TASK STATEMENT:
A single number is required: the count of lines in the entries below that include the word "Museum".

------ AVAILABLE DATA

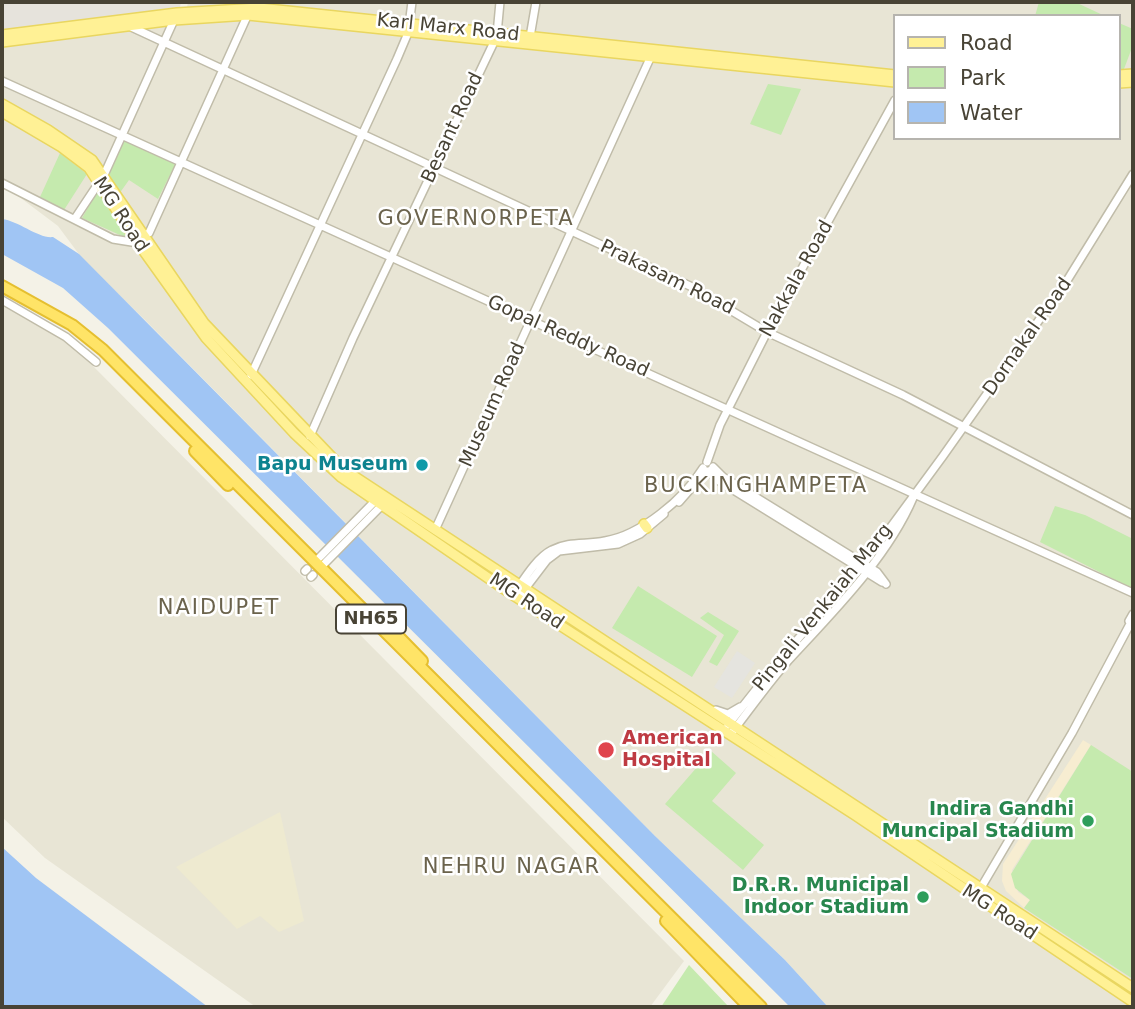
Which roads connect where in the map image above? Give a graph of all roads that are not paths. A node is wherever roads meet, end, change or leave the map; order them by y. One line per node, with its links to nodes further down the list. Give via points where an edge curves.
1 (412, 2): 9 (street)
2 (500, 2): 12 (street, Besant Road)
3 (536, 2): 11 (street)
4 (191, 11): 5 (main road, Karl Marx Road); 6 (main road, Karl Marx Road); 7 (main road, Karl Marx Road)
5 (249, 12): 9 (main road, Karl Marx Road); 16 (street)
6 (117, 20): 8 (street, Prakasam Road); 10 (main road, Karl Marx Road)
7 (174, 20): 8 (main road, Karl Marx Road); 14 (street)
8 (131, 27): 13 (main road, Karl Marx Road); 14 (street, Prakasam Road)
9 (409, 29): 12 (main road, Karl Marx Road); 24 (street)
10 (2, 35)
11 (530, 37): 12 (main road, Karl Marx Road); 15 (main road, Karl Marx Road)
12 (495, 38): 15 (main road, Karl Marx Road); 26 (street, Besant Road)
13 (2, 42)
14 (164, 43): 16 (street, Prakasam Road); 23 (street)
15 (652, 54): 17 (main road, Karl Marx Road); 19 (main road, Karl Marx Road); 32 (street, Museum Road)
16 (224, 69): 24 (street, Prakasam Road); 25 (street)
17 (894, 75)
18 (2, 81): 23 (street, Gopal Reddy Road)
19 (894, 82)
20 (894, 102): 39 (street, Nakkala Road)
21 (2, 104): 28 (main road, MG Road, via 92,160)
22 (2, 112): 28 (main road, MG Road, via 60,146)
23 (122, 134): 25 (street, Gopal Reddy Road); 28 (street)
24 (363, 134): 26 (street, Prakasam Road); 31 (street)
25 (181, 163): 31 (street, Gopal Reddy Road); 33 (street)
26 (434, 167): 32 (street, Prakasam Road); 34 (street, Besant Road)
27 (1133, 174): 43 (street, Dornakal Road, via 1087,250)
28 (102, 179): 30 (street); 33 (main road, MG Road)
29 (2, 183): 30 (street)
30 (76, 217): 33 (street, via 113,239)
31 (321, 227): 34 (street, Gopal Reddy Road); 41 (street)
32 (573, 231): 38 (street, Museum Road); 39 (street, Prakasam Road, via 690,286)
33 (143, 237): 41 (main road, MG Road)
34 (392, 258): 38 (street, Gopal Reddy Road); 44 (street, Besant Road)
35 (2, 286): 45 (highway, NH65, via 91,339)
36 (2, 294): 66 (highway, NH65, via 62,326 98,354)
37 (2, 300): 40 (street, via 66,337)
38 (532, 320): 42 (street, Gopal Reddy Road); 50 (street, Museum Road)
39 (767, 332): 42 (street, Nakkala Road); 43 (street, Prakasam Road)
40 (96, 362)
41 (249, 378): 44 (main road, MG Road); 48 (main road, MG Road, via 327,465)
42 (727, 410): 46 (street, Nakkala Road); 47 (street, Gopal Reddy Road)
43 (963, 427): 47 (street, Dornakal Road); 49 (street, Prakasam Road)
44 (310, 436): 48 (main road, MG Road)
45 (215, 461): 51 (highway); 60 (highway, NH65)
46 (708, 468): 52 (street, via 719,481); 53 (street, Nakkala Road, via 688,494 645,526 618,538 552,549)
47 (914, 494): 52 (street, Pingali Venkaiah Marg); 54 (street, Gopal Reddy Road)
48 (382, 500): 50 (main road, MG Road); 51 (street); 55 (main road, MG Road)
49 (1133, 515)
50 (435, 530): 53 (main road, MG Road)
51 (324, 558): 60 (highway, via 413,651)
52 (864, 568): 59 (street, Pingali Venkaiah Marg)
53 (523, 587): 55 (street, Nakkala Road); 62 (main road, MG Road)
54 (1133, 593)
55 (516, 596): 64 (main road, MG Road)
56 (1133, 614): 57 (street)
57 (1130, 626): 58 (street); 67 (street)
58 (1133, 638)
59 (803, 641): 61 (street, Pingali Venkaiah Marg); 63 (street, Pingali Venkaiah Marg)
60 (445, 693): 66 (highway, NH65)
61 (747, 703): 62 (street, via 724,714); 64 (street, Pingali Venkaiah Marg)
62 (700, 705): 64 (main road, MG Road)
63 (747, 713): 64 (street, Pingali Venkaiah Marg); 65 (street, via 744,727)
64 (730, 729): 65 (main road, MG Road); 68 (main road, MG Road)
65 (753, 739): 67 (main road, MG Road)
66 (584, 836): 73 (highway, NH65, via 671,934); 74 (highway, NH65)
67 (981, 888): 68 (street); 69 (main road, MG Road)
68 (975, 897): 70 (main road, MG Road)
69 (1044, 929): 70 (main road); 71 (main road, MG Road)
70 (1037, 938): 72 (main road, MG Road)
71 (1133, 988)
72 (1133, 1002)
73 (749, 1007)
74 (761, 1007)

------------

SOLUTION FOR THIS PROBLEM:
3